Streaming Architecture PDF Author: Ted Dunning
Publisher: "O'Reilly Media, Inc."
ISBN: 149195390X
Category : Computers
Languages : en
Pages : 119

Get Book Here

Book Description
More and more data-driven companies are looking to adopt stream processing and streaming analytics. With this concise ebook, you’ll learn best practices for designing a reliable architecture that supports this emerging big-data paradigm. Authors Ted Dunning and Ellen Friedman (Real World Hadoop) help you explore some of the best technologies to handle stream processing and analytics, with a focus on the upstream queuing or message-passing layer. To illustrate the effectiveness of these technologies, this book also includes specific use cases. Ideal for developers and non-technical people alike, this book describes: Key elements in good design for streaming analytics, focusing on the essential characteristics of the messaging layer New messaging technologies, including Apache Kafka and MapR Streams, with links to sample code Technology choices for streaming analytics: Apache Spark Streaming, Apache Flink, Apache Storm, and Apache Apex How stream-based architectures are helpful to support microservices Specific use cases such as fraud detection and geo-distributed data streams Ted Dunning is Chief Applications Architect at MapR Technologies, and active in the open source community. He currently serves as VP for Incubator at the Apache Foundation, as a champion and mentor for a large number of projects, and as committer and PMC member of the Apache ZooKeeper and Drill projects. Ted is on Twitter as @ted_dunning. Ellen Friedman, a committer for the Apache Drill and Apache Mahout projects, is a solutions consultant and well-known speaker and author, currently writing mainly about big data topics. With a PhD in Biochemistry, she has years of experience as a research scientist and has written about a variety of technical topics. Ellen is on Twitter as @Ellen_Friedman.

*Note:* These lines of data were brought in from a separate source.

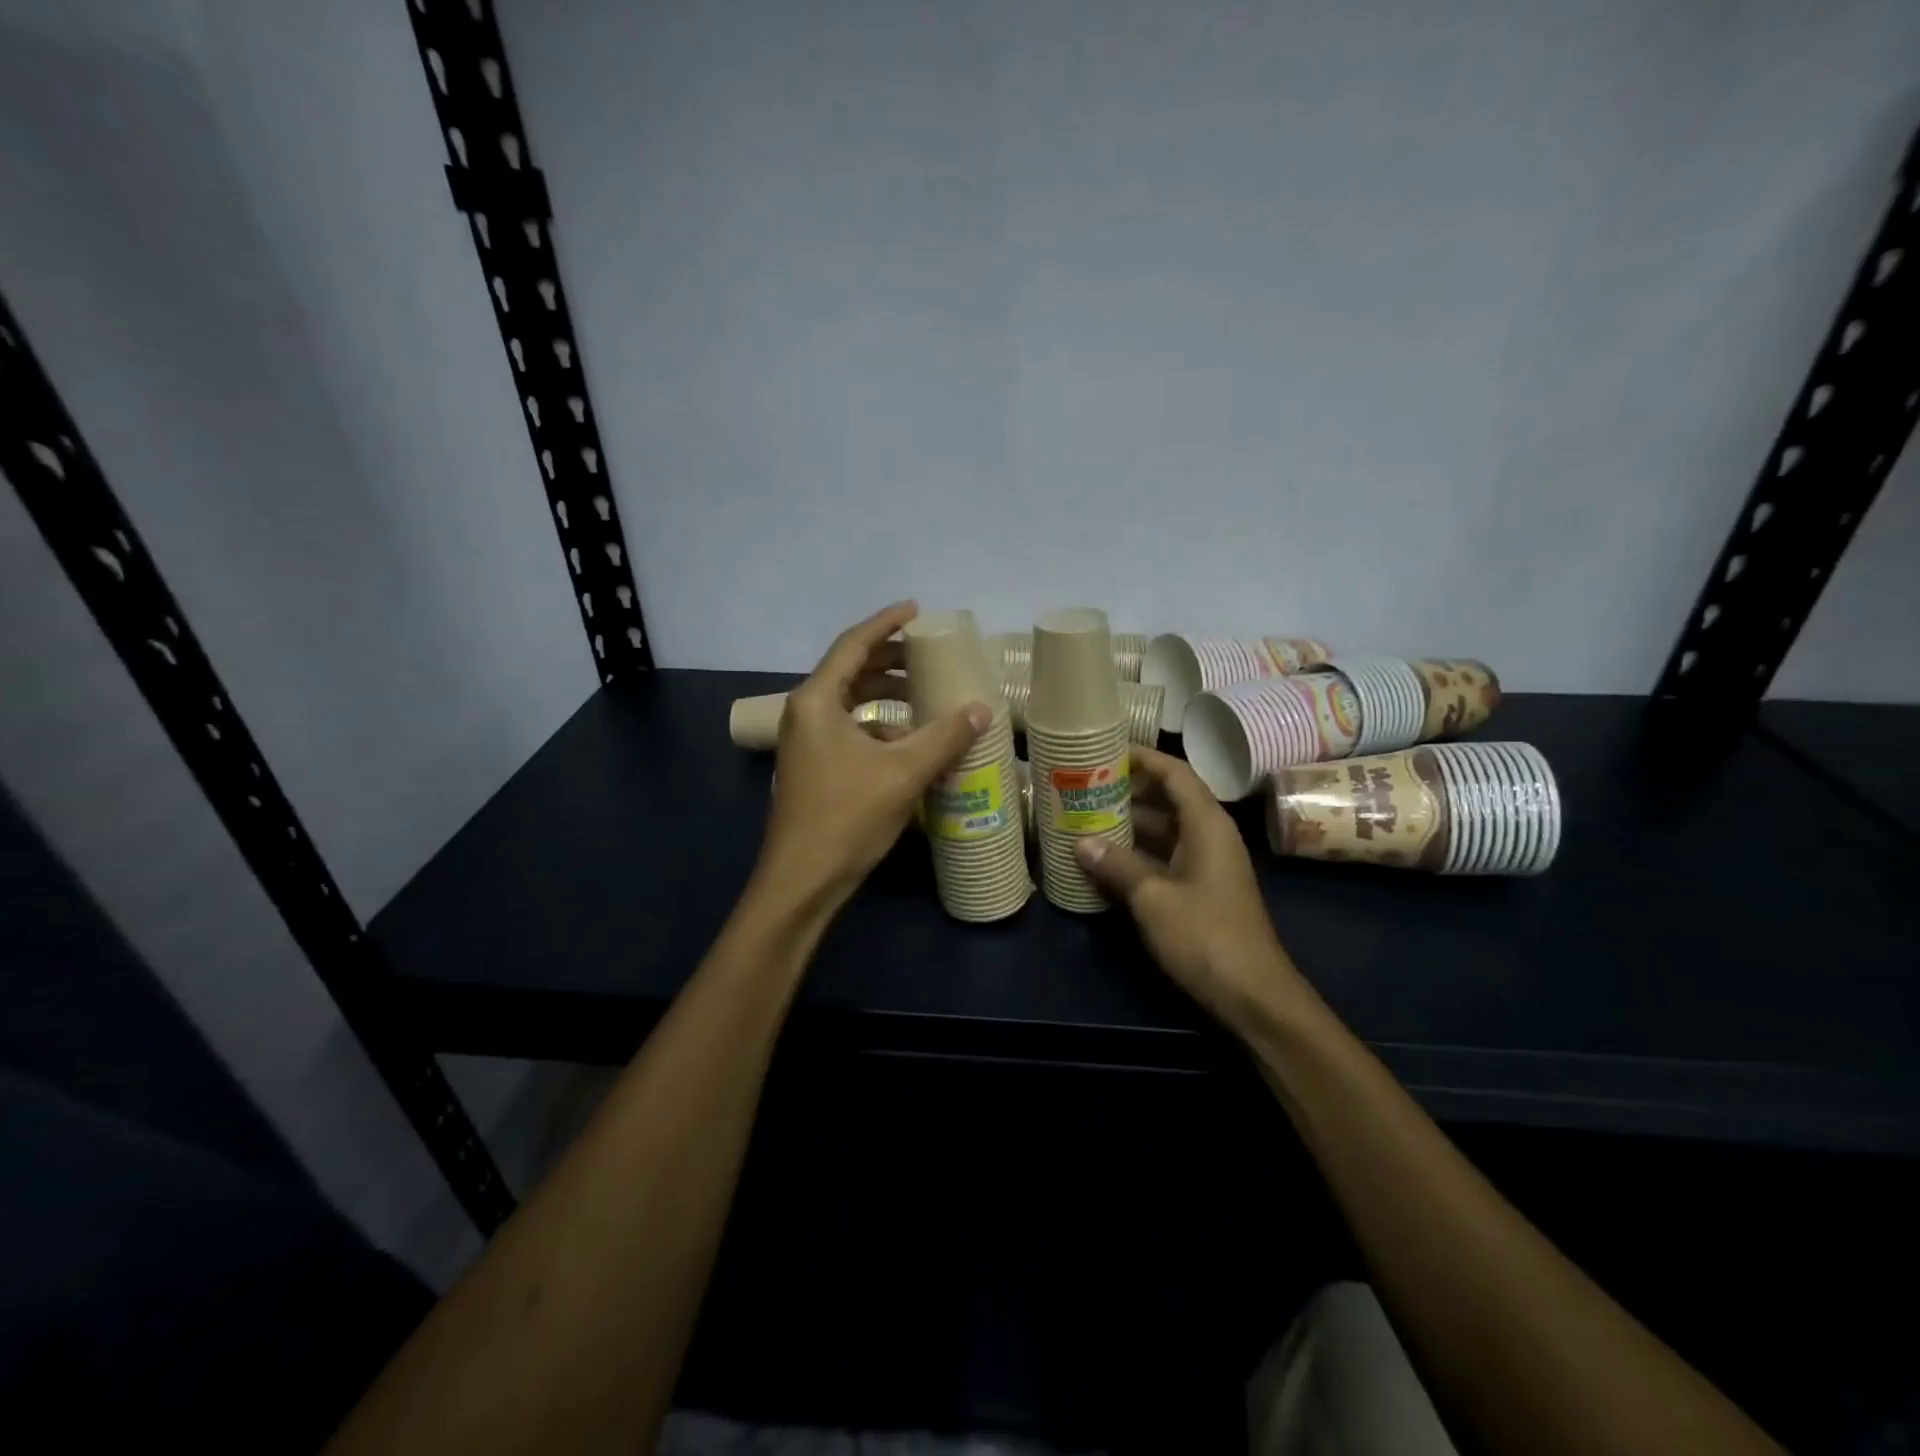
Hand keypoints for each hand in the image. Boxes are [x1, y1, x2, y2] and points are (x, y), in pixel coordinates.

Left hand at [757, 602, 991, 912]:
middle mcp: (805, 713)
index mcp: (817, 701)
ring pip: (849, 702)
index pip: (853, 645)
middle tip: (928, 653)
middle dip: (889, 659)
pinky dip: (878, 725)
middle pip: (850, 670)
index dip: (886, 623)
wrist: (802, 880)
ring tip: (925, 693)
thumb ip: (944, 736)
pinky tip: (909, 741)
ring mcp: (806, 742)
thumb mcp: (903, 773)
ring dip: (885, 694)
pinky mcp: (813, 767)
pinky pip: (848, 729)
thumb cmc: (847, 817)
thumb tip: (981, 709)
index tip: (916, 610)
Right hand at [1075, 746, 1308, 1038]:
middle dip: (1127, 790)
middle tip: (1083, 785)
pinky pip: (1163, 856)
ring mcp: (1205, 864)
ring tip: (1084, 816)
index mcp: (1206, 824)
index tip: (1105, 749)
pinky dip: (1136, 852)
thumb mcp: (1153, 898)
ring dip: (1128, 823)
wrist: (1253, 996)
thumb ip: (1117, 865)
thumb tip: (1081, 843)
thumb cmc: (1205, 936)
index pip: (1174, 773)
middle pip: (1167, 798)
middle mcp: (1209, 836)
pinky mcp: (1199, 890)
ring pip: (1162, 829)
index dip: (1142, 757)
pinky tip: (1103, 858)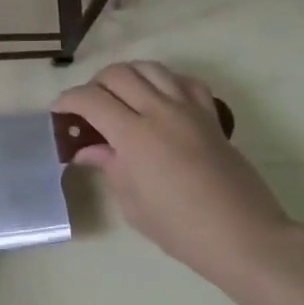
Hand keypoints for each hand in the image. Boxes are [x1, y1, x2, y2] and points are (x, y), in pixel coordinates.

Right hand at [55, 62, 293, 291]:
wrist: (244, 236)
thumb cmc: (181, 229)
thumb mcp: (133, 204)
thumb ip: (109, 167)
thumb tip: (88, 149)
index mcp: (135, 136)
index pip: (91, 99)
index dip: (69, 100)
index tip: (59, 111)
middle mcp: (160, 111)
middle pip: (119, 74)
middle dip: (95, 84)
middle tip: (88, 106)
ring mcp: (189, 109)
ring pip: (150, 68)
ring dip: (128, 76)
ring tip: (120, 96)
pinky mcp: (211, 115)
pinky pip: (184, 82)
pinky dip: (165, 81)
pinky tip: (159, 99)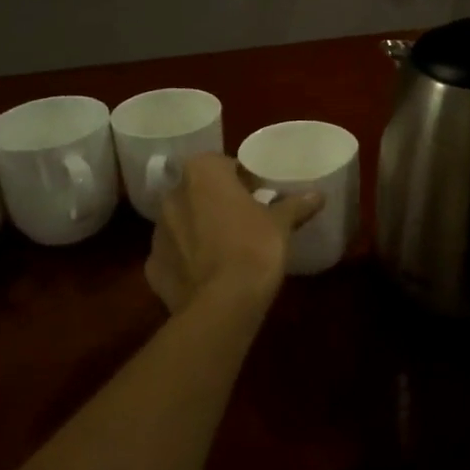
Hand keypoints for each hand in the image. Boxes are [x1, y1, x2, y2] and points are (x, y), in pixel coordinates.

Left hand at [144, 154, 322, 313]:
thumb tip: (317, 195)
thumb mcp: (281, 224)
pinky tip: (208, 274)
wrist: (222, 305)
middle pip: (197, 192)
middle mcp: (172, 196)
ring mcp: (157, 233)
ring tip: (226, 248)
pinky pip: (174, 255)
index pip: (220, 164)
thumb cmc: (254, 248)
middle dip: (216, 202)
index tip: (257, 194)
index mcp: (201, 174)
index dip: (240, 179)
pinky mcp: (152, 267)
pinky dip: (187, 260)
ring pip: (182, 222)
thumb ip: (296, 205)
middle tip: (243, 219)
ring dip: (199, 229)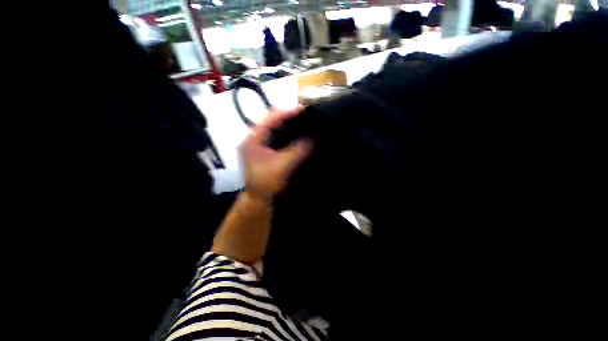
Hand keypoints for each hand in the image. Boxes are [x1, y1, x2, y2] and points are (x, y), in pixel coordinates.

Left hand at [240, 108, 313, 202]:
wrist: (258, 199)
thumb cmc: (267, 183)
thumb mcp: (283, 166)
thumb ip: (298, 151)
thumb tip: (314, 138)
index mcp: (253, 139)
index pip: (270, 118)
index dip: (287, 112)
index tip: (304, 110)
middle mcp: (254, 138)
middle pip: (272, 121)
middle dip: (289, 117)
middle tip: (305, 116)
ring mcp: (258, 144)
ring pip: (274, 128)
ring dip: (288, 125)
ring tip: (303, 123)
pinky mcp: (264, 150)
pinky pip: (276, 137)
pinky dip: (287, 134)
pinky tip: (297, 135)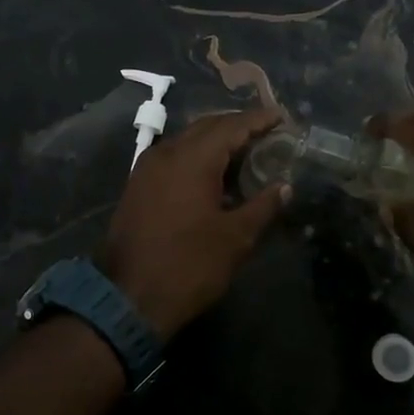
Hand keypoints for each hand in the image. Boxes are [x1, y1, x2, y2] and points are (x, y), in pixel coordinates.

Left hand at [102, 107, 291, 337]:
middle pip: (207, 127)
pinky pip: (173, 158)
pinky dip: (197, 158)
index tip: (282, 117)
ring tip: (246, 153)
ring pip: (187, 141)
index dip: (259, 119)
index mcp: (192, 158)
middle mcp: (166, 153)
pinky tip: (215, 176)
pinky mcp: (138, 186)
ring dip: (216, 142)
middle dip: (238, 127)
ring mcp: (147, 169)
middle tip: (267, 133)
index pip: (232, 126)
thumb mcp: (235, 238)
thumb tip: (284, 187)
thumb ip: (263, 206)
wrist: (129, 297)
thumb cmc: (189, 265)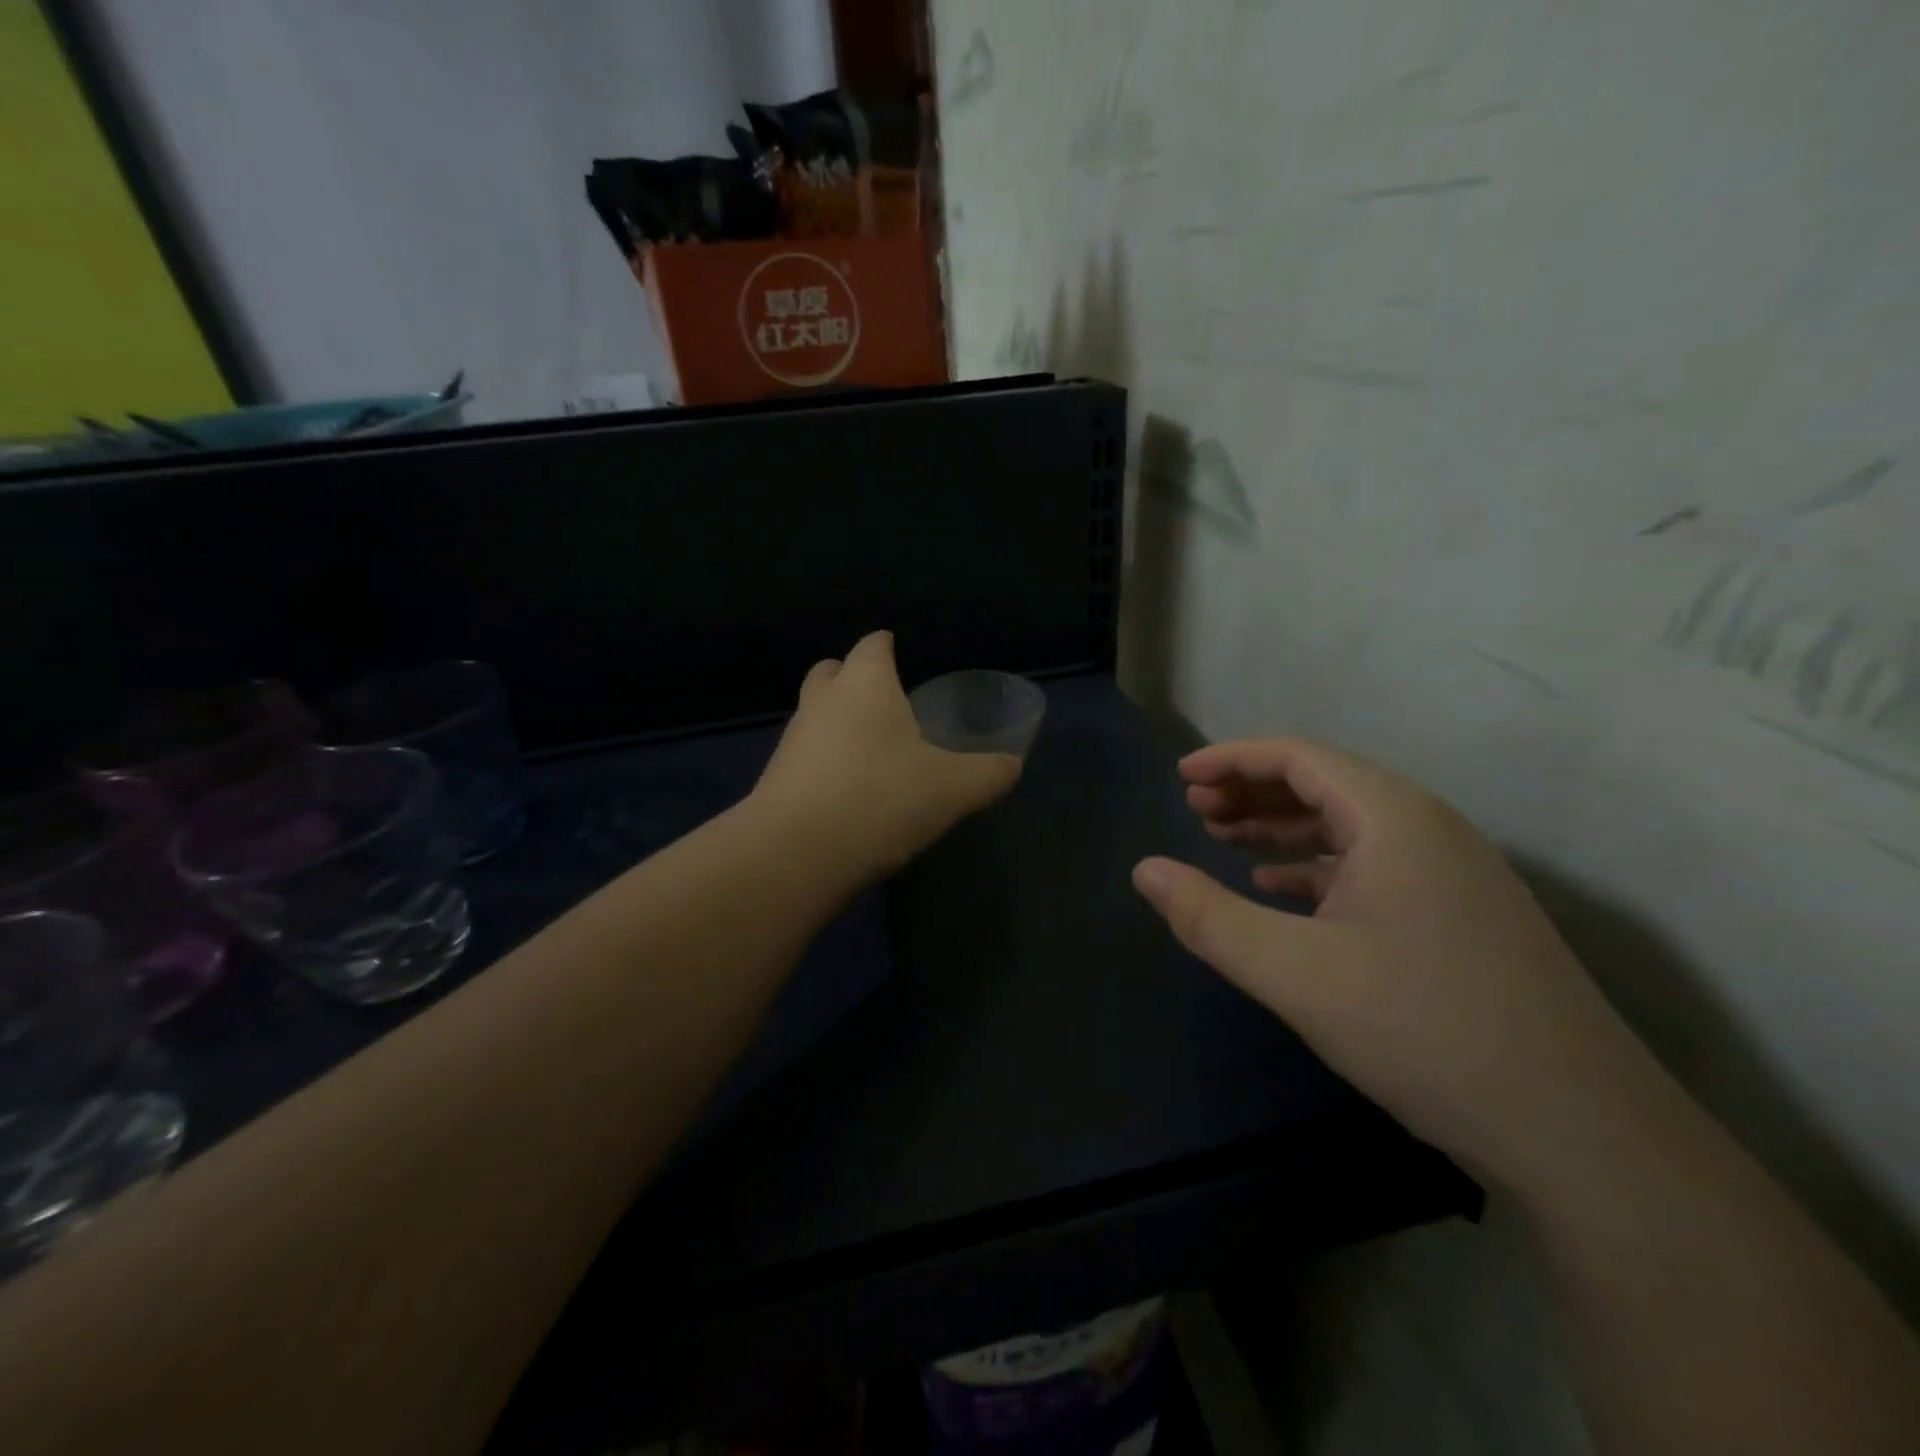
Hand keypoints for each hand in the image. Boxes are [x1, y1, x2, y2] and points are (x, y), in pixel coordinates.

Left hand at [752, 632, 1021, 881]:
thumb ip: (989, 773)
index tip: (898, 653)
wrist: (797, 854)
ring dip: (837, 721)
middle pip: (832, 671)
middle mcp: (823, 702)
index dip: (886, 645)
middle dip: (853, 677)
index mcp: (865, 686)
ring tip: (871, 750)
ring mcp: (793, 739)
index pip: (873, 645)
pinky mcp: (776, 778)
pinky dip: (825, 760)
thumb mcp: (954, 790)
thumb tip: (1011, 765)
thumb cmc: (881, 800)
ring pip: (815, 713)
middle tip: (883, 700)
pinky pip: (805, 754)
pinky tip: (848, 790)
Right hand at [1131, 737, 1655, 1188]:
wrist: (1580, 1131)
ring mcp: (1452, 875)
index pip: (1299, 757)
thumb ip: (1208, 917)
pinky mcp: (1459, 917)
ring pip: (1349, 827)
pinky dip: (1316, 867)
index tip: (1181, 776)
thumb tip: (1144, 870)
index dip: (1233, 759)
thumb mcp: (1294, 973)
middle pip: (1324, 784)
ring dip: (1282, 827)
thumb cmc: (1423, 1029)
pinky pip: (1372, 867)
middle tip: (1194, 810)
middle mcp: (1428, 830)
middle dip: (1252, 791)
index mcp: (1394, 819)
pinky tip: (1281, 891)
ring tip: (1224, 841)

Big Data 2.0 Processing Systems

Big Data 2.0 Processing Systems PDF Author: Sherif Sakr
Publisher: Springer
ISBN: 3319387766
Category : Computers
Languages : en
Pages : 111

Get Book Here

Book Description
This book provides readers the “big picture” and a comprehensive survey of the domain of big data processing systems. For the past decade, the Hadoop framework has dominated the world of big data processing, yet recently academia and industry have started to recognize its limitations in several application domains and big data processing scenarios such as the large-scale processing of structured data, graph data and streaming data. Thus, it is now gradually being replaced by a collection of engines that are dedicated to specific verticals (e.g. structured data, graph data, and streaming data). The book explores this new wave of systems, which it refers to as Big Data 2.0 processing systems. After Chapter 1 presents the general background of the big data phenomena, Chapter 2 provides an overview of various general-purpose big data processing systems that allow their users to develop various big data processing jobs for different application domains. In turn, Chapter 3 examines various systems that have been introduced to support the SQL flavor on top of the Hadoop infrastructure and provide competing and scalable performance in the processing of large-scale structured data. Chapter 4 discusses several systems that have been designed to tackle the problem of large-scale graph processing, while the main focus of Chapter 5 is on several systems that have been designed to provide scalable solutions for processing big data streams, and on other sets of systems that have been introduced to support the development of data pipelines between various types of big data processing jobs and systems. Lastly, Chapter 6 shares conclusions and an outlook on future research challenges. Overall, the book offers a valuable reference guide for students, researchers and professionals in the domain of big data processing systems. Further, its comprehensive content will hopefully encourage readers to pursue further research on the subject.